:: Extracted data

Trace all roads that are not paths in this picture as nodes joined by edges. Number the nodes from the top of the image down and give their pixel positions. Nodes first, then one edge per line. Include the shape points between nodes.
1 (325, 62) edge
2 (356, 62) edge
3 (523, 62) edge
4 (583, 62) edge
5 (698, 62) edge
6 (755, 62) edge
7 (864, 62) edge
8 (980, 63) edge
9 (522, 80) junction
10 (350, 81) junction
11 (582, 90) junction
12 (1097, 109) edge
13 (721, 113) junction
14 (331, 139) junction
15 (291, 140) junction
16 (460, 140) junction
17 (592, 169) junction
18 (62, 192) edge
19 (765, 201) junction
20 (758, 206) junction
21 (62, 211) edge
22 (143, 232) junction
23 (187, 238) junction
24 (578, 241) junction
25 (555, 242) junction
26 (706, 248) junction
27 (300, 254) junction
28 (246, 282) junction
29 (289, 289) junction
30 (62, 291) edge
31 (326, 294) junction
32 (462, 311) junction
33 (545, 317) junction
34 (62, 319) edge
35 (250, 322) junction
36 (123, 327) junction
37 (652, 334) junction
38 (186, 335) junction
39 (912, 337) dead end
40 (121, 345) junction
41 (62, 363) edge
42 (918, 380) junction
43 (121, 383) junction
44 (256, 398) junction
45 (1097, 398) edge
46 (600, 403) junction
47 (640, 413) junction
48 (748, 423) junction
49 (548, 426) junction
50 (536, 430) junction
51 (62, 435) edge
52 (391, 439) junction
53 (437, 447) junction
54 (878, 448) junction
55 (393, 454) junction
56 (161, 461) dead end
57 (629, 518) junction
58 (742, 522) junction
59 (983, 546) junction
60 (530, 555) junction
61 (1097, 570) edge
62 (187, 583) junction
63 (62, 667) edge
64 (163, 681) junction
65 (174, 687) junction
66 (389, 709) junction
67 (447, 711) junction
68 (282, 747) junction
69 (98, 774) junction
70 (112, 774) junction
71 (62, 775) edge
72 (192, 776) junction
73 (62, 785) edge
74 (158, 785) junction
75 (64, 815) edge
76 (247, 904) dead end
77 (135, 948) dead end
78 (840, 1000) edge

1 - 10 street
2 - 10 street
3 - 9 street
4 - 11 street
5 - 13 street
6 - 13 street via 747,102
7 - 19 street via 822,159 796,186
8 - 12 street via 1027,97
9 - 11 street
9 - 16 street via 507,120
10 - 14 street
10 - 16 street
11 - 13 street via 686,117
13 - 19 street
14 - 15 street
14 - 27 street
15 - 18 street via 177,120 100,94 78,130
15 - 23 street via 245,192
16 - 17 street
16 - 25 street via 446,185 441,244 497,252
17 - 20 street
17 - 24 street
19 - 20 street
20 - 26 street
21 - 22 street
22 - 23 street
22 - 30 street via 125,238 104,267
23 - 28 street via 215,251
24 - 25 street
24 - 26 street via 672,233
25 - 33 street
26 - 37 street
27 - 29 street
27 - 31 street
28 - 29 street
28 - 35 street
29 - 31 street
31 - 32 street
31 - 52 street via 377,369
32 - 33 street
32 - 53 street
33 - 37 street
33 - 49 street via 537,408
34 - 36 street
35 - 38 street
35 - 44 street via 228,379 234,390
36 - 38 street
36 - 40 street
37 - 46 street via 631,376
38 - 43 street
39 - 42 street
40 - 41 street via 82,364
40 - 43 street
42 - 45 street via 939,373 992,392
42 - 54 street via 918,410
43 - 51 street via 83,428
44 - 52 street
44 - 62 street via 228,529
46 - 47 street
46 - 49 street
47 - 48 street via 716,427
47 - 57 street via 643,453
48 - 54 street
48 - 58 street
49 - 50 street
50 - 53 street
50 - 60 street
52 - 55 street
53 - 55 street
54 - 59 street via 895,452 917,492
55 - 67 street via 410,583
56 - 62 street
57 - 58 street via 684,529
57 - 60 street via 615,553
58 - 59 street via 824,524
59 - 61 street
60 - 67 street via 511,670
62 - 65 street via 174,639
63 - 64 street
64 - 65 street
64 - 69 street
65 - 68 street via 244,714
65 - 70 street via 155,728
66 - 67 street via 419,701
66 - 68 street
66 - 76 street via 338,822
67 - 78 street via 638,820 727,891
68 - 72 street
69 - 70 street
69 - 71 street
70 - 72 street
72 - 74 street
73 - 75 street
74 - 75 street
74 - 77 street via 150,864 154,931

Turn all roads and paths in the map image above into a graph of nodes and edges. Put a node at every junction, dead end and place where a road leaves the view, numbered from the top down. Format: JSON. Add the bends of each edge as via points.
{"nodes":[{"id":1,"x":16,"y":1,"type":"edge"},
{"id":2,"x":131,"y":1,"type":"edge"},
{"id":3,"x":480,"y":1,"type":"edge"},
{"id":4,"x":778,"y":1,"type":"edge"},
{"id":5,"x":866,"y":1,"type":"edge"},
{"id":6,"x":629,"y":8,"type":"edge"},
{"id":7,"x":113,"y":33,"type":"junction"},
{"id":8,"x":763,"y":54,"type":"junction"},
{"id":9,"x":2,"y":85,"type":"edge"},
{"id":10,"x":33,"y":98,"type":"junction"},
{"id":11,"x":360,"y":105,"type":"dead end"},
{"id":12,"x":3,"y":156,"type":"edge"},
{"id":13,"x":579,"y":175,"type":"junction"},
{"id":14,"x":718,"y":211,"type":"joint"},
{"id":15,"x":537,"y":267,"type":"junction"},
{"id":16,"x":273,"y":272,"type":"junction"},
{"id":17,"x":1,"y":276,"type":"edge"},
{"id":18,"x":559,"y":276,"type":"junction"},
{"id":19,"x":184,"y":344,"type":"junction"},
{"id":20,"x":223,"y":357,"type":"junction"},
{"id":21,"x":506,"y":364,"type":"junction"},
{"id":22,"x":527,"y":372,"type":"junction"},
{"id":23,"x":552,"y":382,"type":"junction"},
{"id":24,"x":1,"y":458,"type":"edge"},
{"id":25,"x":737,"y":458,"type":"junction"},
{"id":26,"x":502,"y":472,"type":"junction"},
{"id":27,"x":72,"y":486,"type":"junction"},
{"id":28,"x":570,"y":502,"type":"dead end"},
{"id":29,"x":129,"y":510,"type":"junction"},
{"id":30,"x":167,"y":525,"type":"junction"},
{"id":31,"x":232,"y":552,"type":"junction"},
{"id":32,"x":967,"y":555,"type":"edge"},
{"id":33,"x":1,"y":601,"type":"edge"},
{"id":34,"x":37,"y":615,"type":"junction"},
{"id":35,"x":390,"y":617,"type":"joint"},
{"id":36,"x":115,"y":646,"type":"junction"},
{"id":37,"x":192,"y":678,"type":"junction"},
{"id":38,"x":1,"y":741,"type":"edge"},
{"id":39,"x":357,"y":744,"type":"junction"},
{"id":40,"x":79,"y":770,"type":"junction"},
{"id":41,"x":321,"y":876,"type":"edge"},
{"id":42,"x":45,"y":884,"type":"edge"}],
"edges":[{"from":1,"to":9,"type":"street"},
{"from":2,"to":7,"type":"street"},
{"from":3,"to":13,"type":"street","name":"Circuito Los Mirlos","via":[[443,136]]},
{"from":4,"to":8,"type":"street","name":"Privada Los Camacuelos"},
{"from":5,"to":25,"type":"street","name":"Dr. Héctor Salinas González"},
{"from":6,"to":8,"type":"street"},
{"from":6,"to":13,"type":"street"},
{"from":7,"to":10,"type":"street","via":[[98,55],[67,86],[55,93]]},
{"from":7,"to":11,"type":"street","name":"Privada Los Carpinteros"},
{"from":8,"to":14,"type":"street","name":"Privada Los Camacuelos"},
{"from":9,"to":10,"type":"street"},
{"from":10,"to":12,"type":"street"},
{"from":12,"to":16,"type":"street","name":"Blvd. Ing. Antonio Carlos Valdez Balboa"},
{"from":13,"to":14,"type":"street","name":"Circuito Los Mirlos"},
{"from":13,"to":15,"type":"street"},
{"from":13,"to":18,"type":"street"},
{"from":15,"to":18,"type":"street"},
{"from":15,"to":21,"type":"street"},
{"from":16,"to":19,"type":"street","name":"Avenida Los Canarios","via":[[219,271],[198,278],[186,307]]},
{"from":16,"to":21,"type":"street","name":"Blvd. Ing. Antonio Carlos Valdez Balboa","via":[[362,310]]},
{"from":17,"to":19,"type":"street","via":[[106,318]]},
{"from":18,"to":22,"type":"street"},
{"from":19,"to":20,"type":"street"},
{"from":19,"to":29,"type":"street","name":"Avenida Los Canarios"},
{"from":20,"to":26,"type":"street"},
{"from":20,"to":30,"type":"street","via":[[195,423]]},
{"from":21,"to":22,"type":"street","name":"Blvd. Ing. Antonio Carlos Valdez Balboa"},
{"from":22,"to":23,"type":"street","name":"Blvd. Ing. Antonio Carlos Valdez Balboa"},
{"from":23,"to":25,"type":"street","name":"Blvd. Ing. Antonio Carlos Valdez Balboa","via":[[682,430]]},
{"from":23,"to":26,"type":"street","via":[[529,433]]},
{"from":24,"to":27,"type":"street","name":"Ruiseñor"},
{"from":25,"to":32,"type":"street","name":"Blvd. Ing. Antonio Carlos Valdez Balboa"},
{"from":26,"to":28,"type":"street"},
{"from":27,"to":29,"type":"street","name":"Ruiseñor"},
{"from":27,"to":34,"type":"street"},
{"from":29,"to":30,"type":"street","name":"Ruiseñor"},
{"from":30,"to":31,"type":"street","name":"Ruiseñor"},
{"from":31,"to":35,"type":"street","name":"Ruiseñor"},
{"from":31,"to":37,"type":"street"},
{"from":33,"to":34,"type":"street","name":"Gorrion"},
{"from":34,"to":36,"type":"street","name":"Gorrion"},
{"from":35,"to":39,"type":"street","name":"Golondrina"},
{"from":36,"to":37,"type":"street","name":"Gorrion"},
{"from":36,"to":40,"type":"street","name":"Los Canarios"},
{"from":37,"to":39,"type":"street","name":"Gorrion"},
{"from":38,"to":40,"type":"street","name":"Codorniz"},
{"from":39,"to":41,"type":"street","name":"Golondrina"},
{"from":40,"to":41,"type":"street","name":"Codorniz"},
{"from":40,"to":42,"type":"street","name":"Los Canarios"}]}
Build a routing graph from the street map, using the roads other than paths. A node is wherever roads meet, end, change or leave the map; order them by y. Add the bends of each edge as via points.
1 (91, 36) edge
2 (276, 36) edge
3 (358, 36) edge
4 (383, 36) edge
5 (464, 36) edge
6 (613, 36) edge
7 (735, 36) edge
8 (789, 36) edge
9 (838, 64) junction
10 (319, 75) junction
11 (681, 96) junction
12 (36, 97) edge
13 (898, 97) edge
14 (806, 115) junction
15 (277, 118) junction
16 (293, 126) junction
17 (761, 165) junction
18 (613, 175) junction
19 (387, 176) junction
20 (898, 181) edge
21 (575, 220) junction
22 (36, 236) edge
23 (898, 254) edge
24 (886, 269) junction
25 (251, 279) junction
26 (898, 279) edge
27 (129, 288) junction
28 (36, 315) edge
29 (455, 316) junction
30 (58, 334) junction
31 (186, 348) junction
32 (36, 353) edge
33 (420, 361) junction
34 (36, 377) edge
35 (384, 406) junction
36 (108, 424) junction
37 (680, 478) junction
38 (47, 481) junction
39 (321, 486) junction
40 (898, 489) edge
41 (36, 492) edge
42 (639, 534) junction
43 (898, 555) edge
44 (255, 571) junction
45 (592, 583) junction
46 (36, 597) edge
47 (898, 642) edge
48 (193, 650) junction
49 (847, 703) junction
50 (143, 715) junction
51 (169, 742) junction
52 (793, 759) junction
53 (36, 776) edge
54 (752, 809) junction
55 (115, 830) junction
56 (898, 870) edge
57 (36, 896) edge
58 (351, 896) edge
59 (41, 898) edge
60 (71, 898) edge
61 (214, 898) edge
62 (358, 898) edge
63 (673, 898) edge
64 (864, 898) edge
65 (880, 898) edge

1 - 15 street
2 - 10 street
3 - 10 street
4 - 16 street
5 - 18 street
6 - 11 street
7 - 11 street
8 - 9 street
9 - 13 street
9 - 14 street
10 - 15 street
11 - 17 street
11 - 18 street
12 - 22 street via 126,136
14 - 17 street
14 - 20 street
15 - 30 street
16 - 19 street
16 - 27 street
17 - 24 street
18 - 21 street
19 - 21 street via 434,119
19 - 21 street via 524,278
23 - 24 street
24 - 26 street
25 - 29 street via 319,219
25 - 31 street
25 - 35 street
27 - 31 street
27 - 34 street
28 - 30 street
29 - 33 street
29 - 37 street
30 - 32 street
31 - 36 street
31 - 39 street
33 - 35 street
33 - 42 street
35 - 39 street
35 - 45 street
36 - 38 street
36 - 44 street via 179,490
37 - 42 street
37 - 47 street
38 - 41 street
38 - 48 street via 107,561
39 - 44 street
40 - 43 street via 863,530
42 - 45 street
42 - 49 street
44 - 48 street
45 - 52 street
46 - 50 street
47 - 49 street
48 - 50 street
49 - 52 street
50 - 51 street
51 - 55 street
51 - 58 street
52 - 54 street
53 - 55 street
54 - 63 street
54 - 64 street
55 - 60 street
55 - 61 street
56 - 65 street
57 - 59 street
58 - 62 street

::::

» **Try it**: Copy here each line of the preceding records with "Camacuelos" in it.

» **Response area**:
{"from":4,"to":8,"type":"street","name":"Privada Los Camacuelos"},
{"from":8,"to":14,"type":"street","name":"Privada Los Camacuelos"},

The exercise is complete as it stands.